Aleksandar Vucic projected to win presidential election

Exit poll predicts Prime Minister Aleksandar Vucic will win Serbia's presidential vote in the first round.

    Serbia's conservative Prime Minister Aleksandar Vucic is projected to win the country's presidential election in a landslide, according to an exit poll.

    Based on nearly half of the votes counted from a sample of polling stations, the Ipsos agency predicted that Vucic would win 55.8 percent of the votes, with opposition candidate Sasa Jankovic coming in second with about 15 percent.

    The polling group had earlier projected that Vucic would win 58.1 per cent of the vote.

    "This is a very important day for us, showing which way Serbia should be heading," Vucic, 47, told supporters at his right-wing party's headquarters after the exit poll was announced.

    "Serbia will remain on the European and reformist path, but also friends with Russia and China."

    Vucic said that he will remain prime minister another two months, until he takes over as the head of state.

    He also expressed "particular gratitude" to German Chancellor Angela Merkel and Russian President Vladimir Putin, who met with him over the past month.

    Expected winner

    If the projection is confirmed during the official count, Vucic will clinch the post outright, without having to face a second round runoff.

    To claim victory in the first round, a candidate needs to win more than 50 percent of the vote.

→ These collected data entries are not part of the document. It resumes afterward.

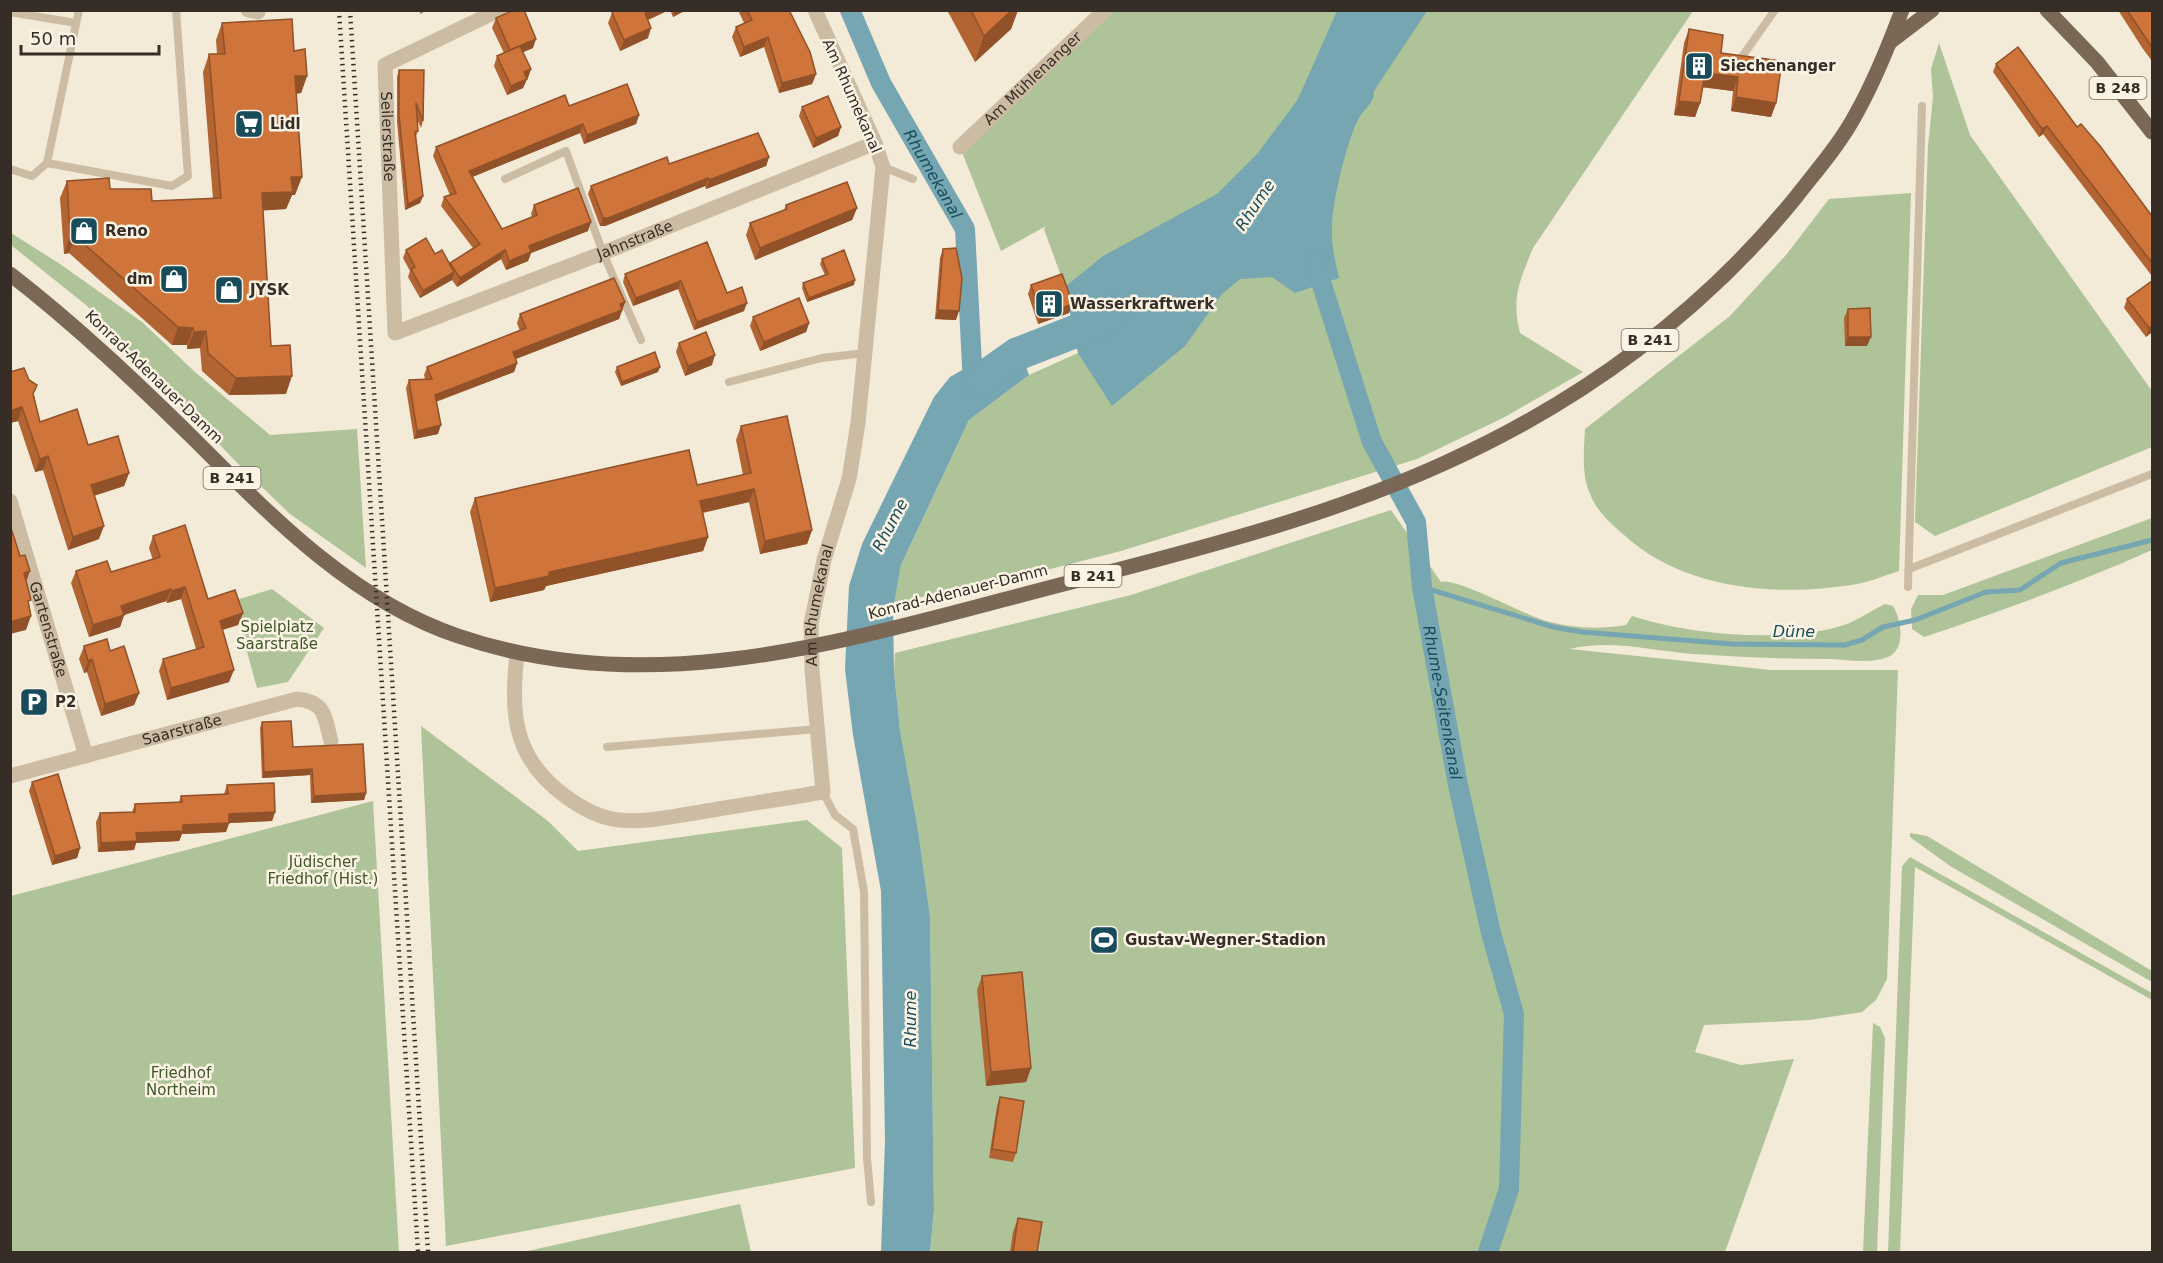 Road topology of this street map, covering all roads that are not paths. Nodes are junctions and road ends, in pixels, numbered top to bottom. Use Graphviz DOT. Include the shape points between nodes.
graph roads {
  1 [pos="79,10"];
  2 [pos="176,10"];
  3 [pos="500,10"];
  4 [pos="815,10"];
  5 [pos="1105,10"];
  6 [pos="1775,10"];
  7 [pos="1902,10"];
  8 [pos="1932,10"];
  9 [pos="2037,10"];
  10 [pos="10,12"];
  11 [pos="2049,13"];
  12 [pos="76,23"];
  13 [pos="1890,42"];
  14 [pos="1739,61"];
  15 [pos="1922,106"];
  16 [pos="2152,132"];
  17 [pos="875,143"];
  18 [pos="960,147"];
  19 [pos="47,163"];
  20 [pos="883,168"];
  21 [pos="10,169"];
  22 [pos="505,179"];
  23 [pos="913,179"];
  24 [pos="603,253"];
  25 [pos="10,274"];
  26 [pos="395,333"];
  27 [pos="641,340"];
  28 [pos="865,353"];
  29 [pos="729,382"];
  30 [pos="2152,474"];
  31 [pos="10,501"];
  32 [pos="1909,569"];
  33 [pos="1908,587"];
  34 [pos="517,653"];
  35 [pos="817,729"];
  36 [pos="331,741"];
  37 [pos="607,747"];
  38 [pos="86,756"];
  39 [pos="10,776"];
  40 [pos="823,792"];
  41 [pos="871,1202"];
  1 -- 12 [label="lane"];
  2 -- 19 [label="lane" via="188,176 172,186"];
  3 -- 26 [label="street, Seilerstraße" via="385,65"];
  4 -- 17 [label="street, Am Rhumekanal"];
  5 -- 18 [label="street, Am Mühlenanger"];
  6 -- 14 [label="lane"];
  7 -- 13 [label="main road, Konrad-Adenauer-Damm / B 241"];
  8 -- 13 [label="main road"];
  9 -- 11 [label="main road, B 248"];
  10 -- 12 [label="lane"];
  11 -- 16 [label="main road, B 248" via="2097,62"];
  12 -- 19 [label="lane"];
  13 -- 34 [label="main road, Konrad-Adenauer-Damm / B 241" via="1856,115 1829,154 1732,268 1682,314 1591,384 1445,464 1281,525 782,654 706,663 627,665"];
  15 -- 32 [label="lane"];
  17 -- 20 [label="street, Am Rhumekanal"];
  17 -- 24 [label="street, Jahnstraße"];
  19 -- 21 [label="lane" via="32,176"];
  20 -- 23 [label="lane"];
  20 -- 28 [label="street, Am Rhumekanal"];
  22 -- 24 [label="lane" via="566,151"];
  24 -- 26 [label="street, Jahnstraße"];
  24 -- 27 [label="lane"];
  25 -- 34 [label="main road, Konrad-Adenauer-Damm / B 241" via="107,357 255,501 355,582 397,608 452,634"];
  28 -- 29 [label="lane" via="822,358"];
  28 -- 35 [label="street, Am Rhumekanal" via="849,479 824,560 812,624"];
  30 -- 32 [label="lane"];
  31 -- 38 [label="street, Gartenstraße"];
  32 -- 33 [label="lane"];
  34 -- 40 [label="street" via="513,698 516,726 526,754 545,782 581,808 618,820 656,819"];
  35 -- 37 [label="lane"];
  35 -- 40 [label="street, Am Rhumekanal"];
  36 -- 38 [label="street, Saarstraße" via="323,711 313,701 297,699"];
  38 -- 39 [label="street, Saarstraße"];
  40 -- 41 [label="lane" via="835,814 853,829 864,892 867,1158"];
}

Official results are not expected before Monday.

    Al Jazeera's Sonia Gallego, reporting from the capital, Belgrade, said Vucic's victory was in line with forecasts.

    "The opposition are fearing that Vucic will use the position to consolidate his power further, but that all depends on whether he wins outright and whether he gives up his political party when takes up that role," she said.

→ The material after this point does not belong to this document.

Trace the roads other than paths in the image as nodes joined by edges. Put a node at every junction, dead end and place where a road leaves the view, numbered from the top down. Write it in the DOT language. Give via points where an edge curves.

    READ MORE: Bosnian Serb Mladen Grujicic elected Srebrenica mayor

    The post of president has largely been ceremonial in recent times but analysts believe it would be a much more influential position if occupied by Vucic.

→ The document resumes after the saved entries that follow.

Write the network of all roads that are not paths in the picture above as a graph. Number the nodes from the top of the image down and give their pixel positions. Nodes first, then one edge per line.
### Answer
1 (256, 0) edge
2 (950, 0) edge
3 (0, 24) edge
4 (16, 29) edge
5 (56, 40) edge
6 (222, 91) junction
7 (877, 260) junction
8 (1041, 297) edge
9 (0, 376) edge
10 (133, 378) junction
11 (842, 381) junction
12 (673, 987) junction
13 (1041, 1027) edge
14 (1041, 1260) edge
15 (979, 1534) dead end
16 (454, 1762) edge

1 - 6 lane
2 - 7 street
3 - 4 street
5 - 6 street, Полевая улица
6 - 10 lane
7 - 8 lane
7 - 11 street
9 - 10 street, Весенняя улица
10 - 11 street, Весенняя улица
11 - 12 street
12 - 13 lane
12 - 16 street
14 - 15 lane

    Vucic's opponents say he has taken an authoritarian streak that has led him to take control over the media in Serbia since his party rose to power in 2012 and he became prime minister three years ago.

    In the week leading up to the vote, national TV channels devoted 51 percent of their airtime to Vucic, more than all the other candidates put together, according to analysis by the Kliping research agency published in the Danas daily.

    That rose to 67 percent when his appearances as prime minister were taken into account, added the analysis.

    On Thursday, the last day of the campaign, all but two of the dozen or so national dailies appeared wrapped in full-page ads reading: "On April 2, give a decisive vote to Aleksandar Vucic".

    A lawyer by training, Vucic joined the far-right Serbian Radical Party in 1993 and soon became one of its top officials, known for his hardline speeches.

    He fiercely defended the actions of ethnic Serb leaders during the 1992-95 war in Bosnia.

    "You kill one Serb and we will kill 100 Muslims," he said in July 1995, just days after Bosnian Serbs killed almost 8,000 Muslim men and boys in the Srebrenica massacre.

    In 2008 he announced he had split from the Radicals to form the centre-right Progressives along with the outgoing President Tomislav Nikolic.